— RECORDS FOR THE EXERCISE —
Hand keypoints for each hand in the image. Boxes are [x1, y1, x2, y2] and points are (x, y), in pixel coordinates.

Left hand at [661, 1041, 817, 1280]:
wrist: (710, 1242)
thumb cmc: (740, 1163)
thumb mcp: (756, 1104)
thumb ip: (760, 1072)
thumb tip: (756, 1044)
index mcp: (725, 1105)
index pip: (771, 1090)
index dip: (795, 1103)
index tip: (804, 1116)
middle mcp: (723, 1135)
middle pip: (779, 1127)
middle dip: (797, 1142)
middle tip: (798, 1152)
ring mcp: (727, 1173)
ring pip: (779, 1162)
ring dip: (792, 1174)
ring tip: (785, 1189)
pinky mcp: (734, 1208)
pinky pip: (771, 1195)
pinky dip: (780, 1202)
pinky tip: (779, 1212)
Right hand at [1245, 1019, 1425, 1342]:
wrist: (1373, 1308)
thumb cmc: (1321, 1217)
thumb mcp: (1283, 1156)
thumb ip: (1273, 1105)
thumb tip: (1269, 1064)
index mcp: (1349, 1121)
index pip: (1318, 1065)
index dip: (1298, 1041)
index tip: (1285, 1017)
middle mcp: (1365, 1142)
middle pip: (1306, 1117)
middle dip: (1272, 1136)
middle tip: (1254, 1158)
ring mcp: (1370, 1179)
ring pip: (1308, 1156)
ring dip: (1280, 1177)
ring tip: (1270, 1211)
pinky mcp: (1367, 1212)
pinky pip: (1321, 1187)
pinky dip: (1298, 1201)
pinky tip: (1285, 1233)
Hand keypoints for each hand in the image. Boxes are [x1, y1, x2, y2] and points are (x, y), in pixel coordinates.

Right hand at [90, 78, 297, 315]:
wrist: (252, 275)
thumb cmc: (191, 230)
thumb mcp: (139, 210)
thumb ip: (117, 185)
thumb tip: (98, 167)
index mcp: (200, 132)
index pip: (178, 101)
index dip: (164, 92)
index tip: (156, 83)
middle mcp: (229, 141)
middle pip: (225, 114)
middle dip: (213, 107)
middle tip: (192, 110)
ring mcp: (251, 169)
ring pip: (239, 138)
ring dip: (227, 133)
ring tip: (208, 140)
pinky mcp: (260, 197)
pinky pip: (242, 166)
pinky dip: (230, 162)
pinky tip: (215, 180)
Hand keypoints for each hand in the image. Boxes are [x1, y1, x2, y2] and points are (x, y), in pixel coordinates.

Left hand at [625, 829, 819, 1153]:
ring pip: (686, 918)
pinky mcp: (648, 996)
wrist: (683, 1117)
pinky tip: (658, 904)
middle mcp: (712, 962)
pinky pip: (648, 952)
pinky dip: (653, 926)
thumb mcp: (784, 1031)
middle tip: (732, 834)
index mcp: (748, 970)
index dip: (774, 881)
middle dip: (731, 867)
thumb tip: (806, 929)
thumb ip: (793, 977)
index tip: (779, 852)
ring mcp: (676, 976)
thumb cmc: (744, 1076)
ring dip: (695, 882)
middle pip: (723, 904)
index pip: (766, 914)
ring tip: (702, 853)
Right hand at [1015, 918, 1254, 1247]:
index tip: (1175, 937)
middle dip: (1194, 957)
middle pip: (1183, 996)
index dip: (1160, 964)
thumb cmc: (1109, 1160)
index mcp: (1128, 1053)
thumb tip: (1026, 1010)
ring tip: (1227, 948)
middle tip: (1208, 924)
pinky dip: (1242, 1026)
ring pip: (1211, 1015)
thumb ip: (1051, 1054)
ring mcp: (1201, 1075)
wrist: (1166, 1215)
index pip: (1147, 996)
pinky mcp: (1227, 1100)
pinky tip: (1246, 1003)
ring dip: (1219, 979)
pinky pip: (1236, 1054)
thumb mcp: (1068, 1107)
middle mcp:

— PROBLEM DESCRIPTION —
Using the listing above, copy exactly the line that contains "middle tip: (732, 834)", the line that contains "pinky tip: (1246, 1003)", and each line that falls between them.

— OUTPUT FOR THIS EXERCISE —
middle tip: (732, 834)
index mcp: (748, 970)
index dip: (774, 881)
middle dip: (731, 867)
thumb tip: (806, 929)
thumb ip: (793, 977)
index tip: (779, 852)
ring mcp: (676, 976)
thumb cmc: (744, 1076)
ring dip: (695, 882)
middle pip: (723, 904)
index pip: (766, 914)
ring tip: (702, 853)
Right hand at [1015, 918, 1254, 1247]:
index tip: (1175, 937)
middle dip: (1194, 957)
middle pip: (1183, 996)
index dip: (1160, 964)
thumb cmc: (1109, 1160)
index mcp: (1128, 1053)
thumb tip: (1026, 1010)
ring tip: (1227, 948)
middle tip: (1208, 924)
pinky dip: (1242, 1026)
ring pip: (1211, 1015)
thumb ip: (1051, 1054)
ring mcp: (1201, 1075)
wrist: (1166, 1215)
index pip: (1147, 996)
pinky mcp: (1227, 1100)
pinky tip: (1246, 1003)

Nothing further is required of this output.